[AIM OF THE EXERCISE] Everything from the line containing "Trace all roads" through the end of the entries should be output exactly; nothing before it is wanted.
Segment Open
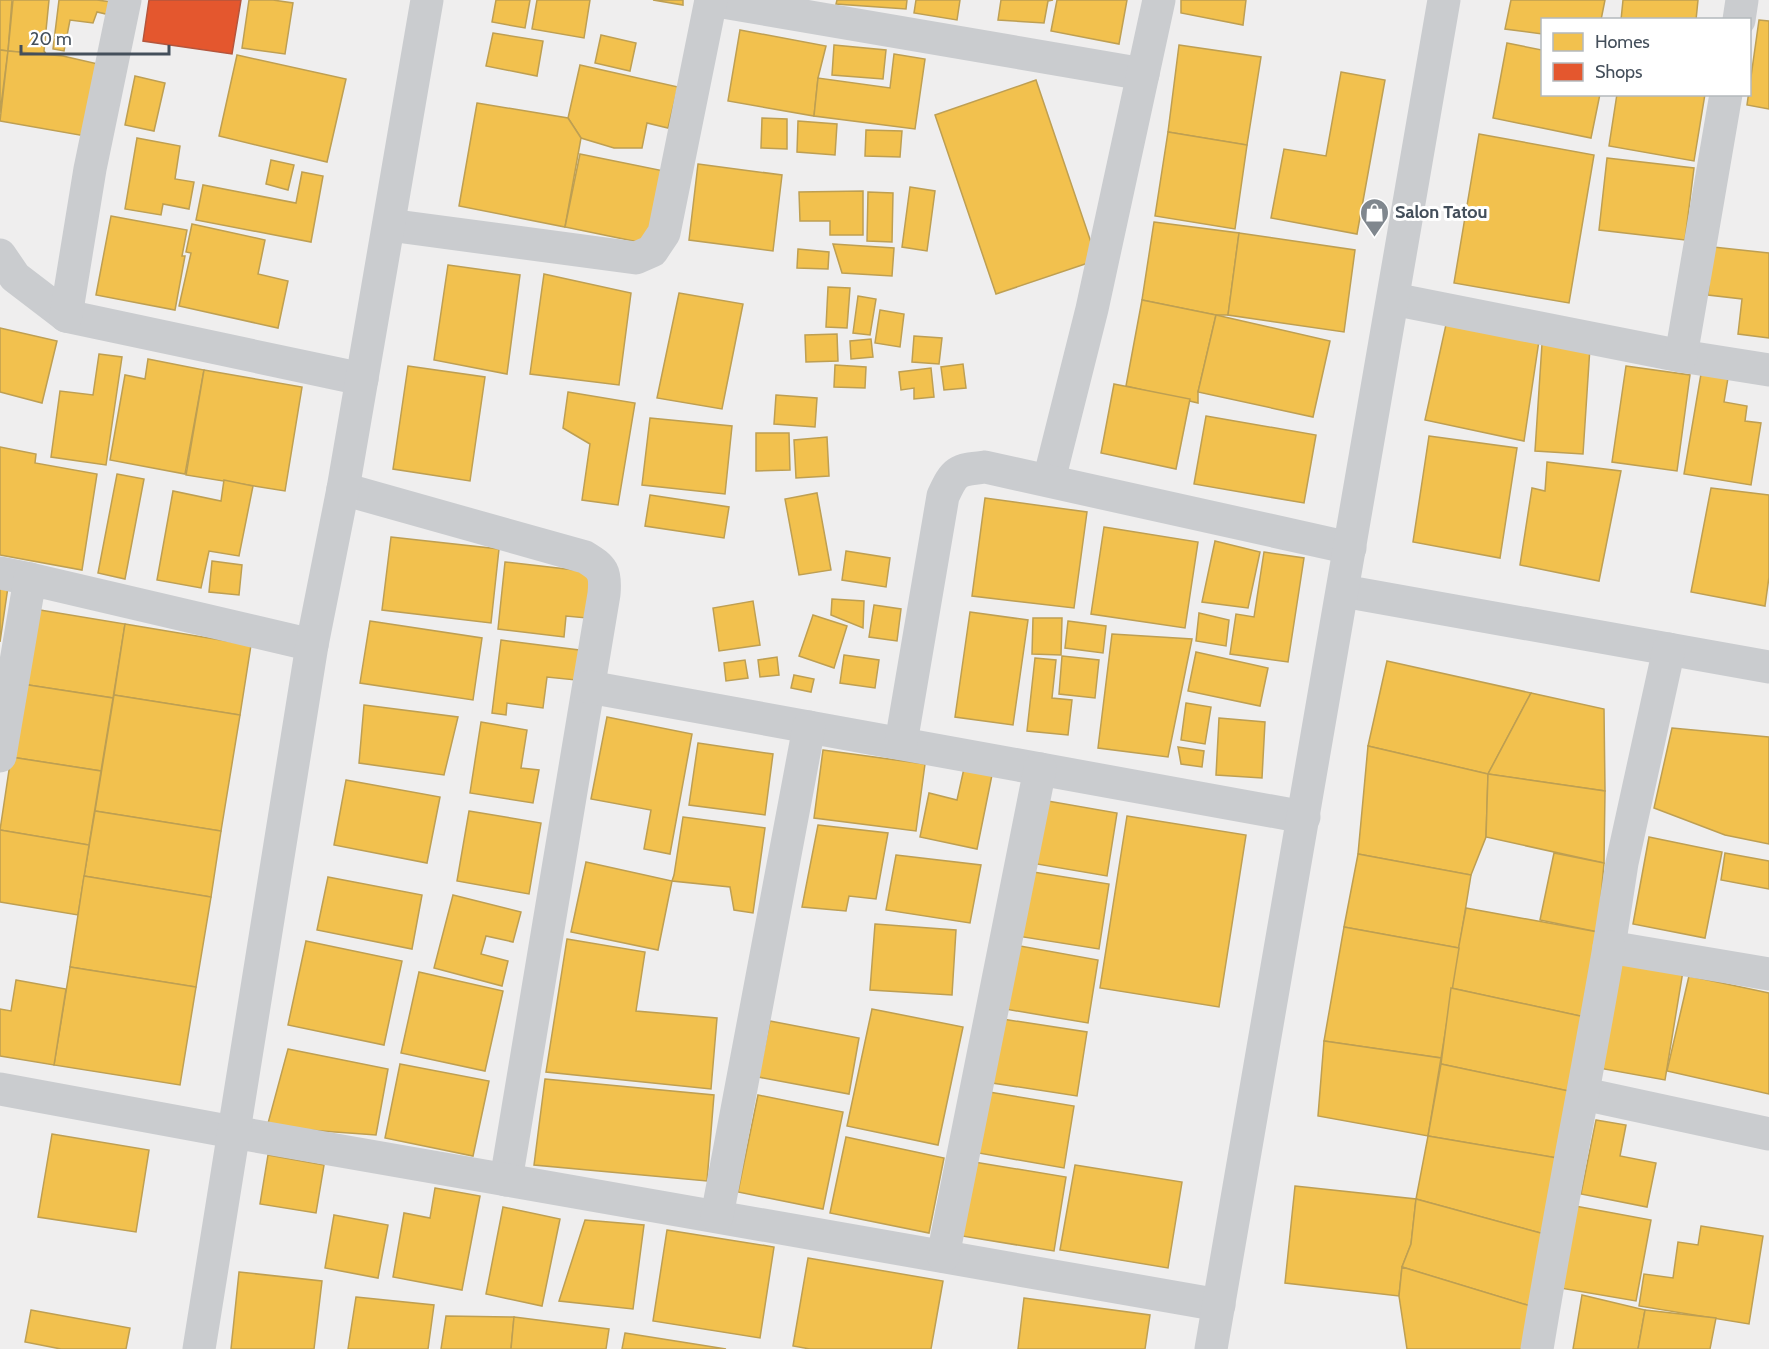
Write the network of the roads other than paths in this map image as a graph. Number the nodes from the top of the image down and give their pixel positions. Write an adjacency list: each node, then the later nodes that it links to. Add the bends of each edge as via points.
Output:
1 (125, 0): 13 (street, via 90,169)
2 (428, 0): 10 (street)
3 (711, 0): 8 (street); 10 (street, via 664,233 652,251 636,258)
4 (1160, 0): 8 (street)
5 (1444, 0): 12 (street)
6 (1742, 0): 7 (street)
7 (1739, 18)
8 (1143, 74): 17 (street, via 1092,309)
9 (1726, 96): 14 (street)
10 (389, 225): 16 (street)
11 (0, 255): 13 (street, via 15,277)
12 (1393, 299): 14 (street); 19 (street)
13 (66, 316): 16 (street)
14 (1681, 356): 15 (street)
15 (1769, 370)
16 (362, 379): 18 (street)
17 (1049, 480): 19 (street); 27 (street, via 986,467 964,469 952,476 943,496)
18 (343, 489): 22 (street); 25 (street, via 585,557 600,566 605,579 604,594)
19 (1350, 548): 21 (street)
20 (15, 576): 22 (street); 28 (street)
21 (1343, 591): 23 (street); 30 (street)
22 (312, 645): 35 (street)
23 (1669, 649): 24 (street); 31 (street, via 1622,863)
24 (1769, 667)
25 (589, 687): 26 (street); 37 (street)
26 (809, 727): 27 (street); 38 (street)
27 (901, 743): 29 (street)
28 (0, 756)
29 (1040, 769): 30 (street); 39 (street)
30 (1304, 817): 40 (street)
31 (1609, 947): 32 (street); 34 (street)
32 (1769, 974)
33 (0, 1089): 35 (street)
34 (1584, 1094): 36 (street); 43 (street)
35 (233, 1132): 37 (street); 41 (street)
36 (1769, 1134)
37 (506, 1180): 38 (street)
38 (717, 1216): 39 (street)
39 (942, 1256): 40 (street)
40 (1219, 1305): 42 (street)
41 (199, 1349)
42 (1211, 1349)
43 (1537, 1349)

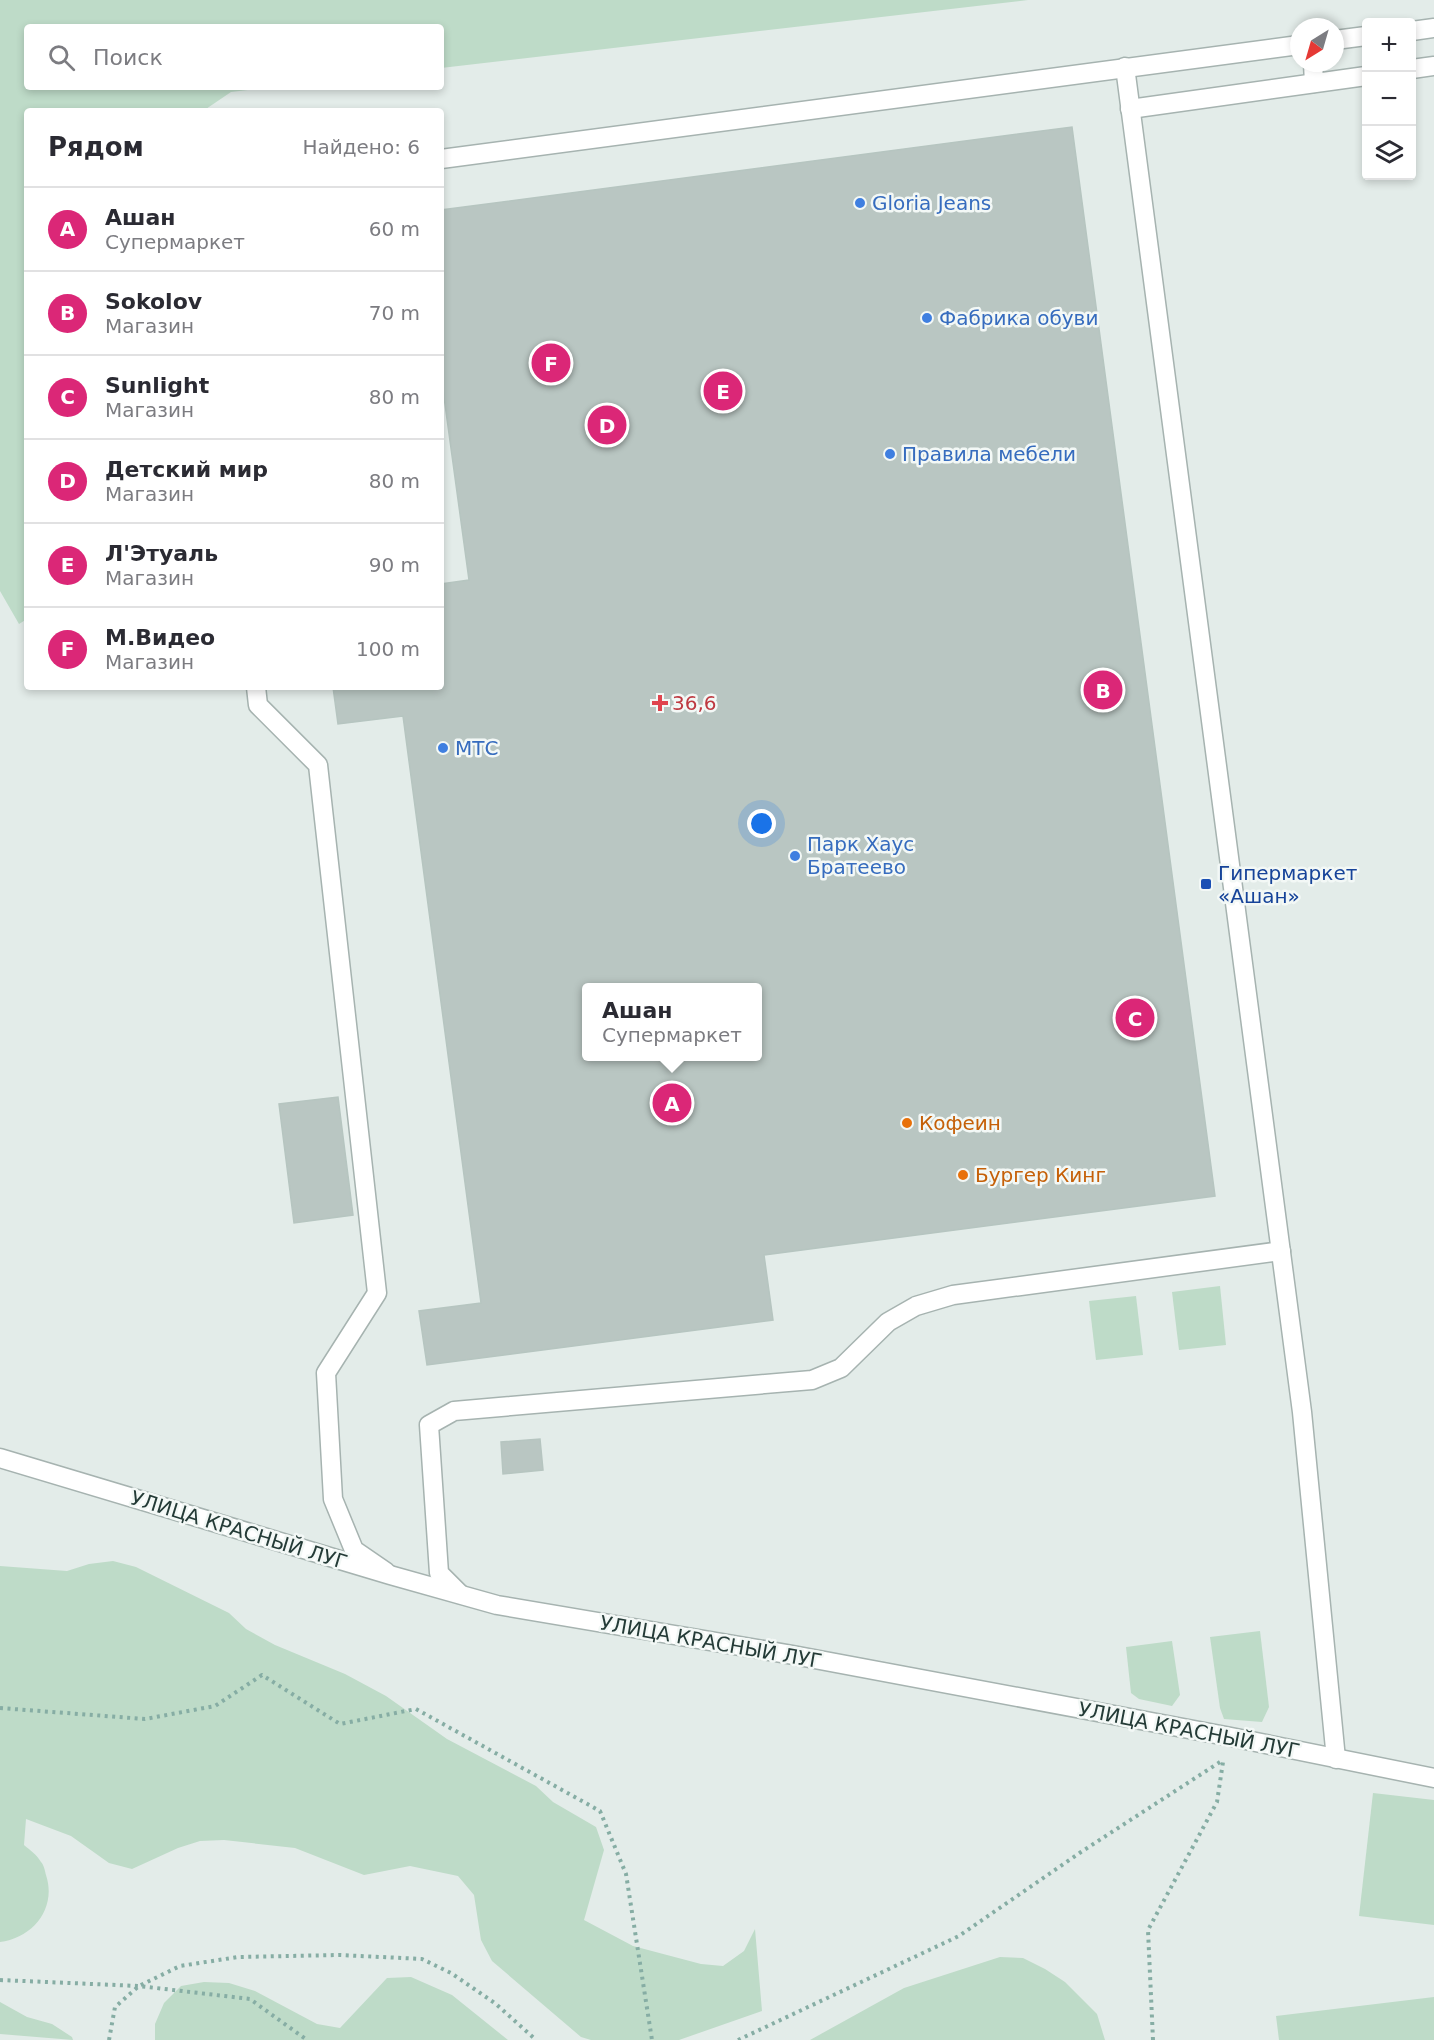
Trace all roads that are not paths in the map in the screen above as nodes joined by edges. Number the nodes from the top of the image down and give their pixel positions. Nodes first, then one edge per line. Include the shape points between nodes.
1 (1434, 28) edge
2 (1416, 30) edge
3 (1362, 37) edge
4 (1344, 39) edge
5 (1290, 46) edge
6 (1433, 66) edge
7 (1125, 67) junction
8 (1416, 68) edge
9 (1313, 72) edge
10 (1362, 77) edge
11 (1314, 83) junction
12 (1130, 109) junction
13 (444, 159) edge
14 (256, 690) edge
15 (1281, 1251) junction
16 (0, 1458) edge
17 (390, 1575) junction
18 (460, 1594) junction
19 (1336, 1759) junction
20 (1434, 1778) edge

1 - 2 street
3 - 4 street
5 - 7 street
6 - 8 street
7 - 12 street
7 - 13 street
9 - 11 street
10 - 11 street
11 - 12 street
12 - 15 street
14 - 17 street via 258,705 318,765 377,1293 326,1373 333,1499 354,1550
15 - 18 street via 953,1295 916,1306 888,1322 841,1368 812,1380 454,1411 429,1425 439,1573
15 - 19 street via 1302,1412
16 - 17 street, УЛИЦА КРАСНЫЙ ЛУГ
17 - 18 street, УЛИЦА КРАСНЫЙ ЛУГ
18 - 19 street, УЛИЦА КРАСНЫЙ ЛУГ via 497,1605 793,1655
19 - 20 street, УЛИЦА КРАСНЫЙ ЛУГ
Segment Closed
[COMPLETED TASK]
Trace all roads that are not paths in the map in the screen above as nodes joined by edges. Number the nodes from the top of the image down and give their pixel positions. Nodes first, then one edge per line. Include the shape points between nodes.
1 (1434, 28) edge
2 (1416, 30) edge
3 (1362, 37) edge
4 (1344, 39) edge
5 (1290, 46) edge
6 (1433, 66) edge
7 (1125, 67) junction
8 (1416, 68) edge
9 (1313, 72) edge
10 (1362, 77) edge
11 (1314, 83) junction
12 (1130, 109) junction
13 (444, 159) edge
14 (256, 690) edge
15 (1281, 1251) junction
16 (0, 1458) edge
17 (390, 1575) junction
18 (460, 1594) junction
19 (1336, 1759) junction
20 (1434, 1778) edge

1 - 2 street
3 - 4 street
5 - 7 street
6 - 8 street
7 - 12 street
7 - 13 street
9 - 11 street
10 - 11 street
11 - 12 street
12 - 15 street
14 - 17 street via 258,705 318,765 377,1293 326,1373 333,1499 354,1550
15 - 18 street via 953,1295 916,1306 888,1322 841,1368 812,1380 454,1411 429,1425 439,1573
15 - 19 street via 1302,1412
16 - 17 street, УЛИЦА КРАСНЫЙ ЛУГ
17 - 18 street, УЛИЦА КРАСНЫЙ ЛУГ
18 - 19 street, УЛИЦА КРАСНЫЙ ЛУГ via 497,1605 793,1655
19 - 20 street, УЛИЦА КРАСНЫЙ ЛУГ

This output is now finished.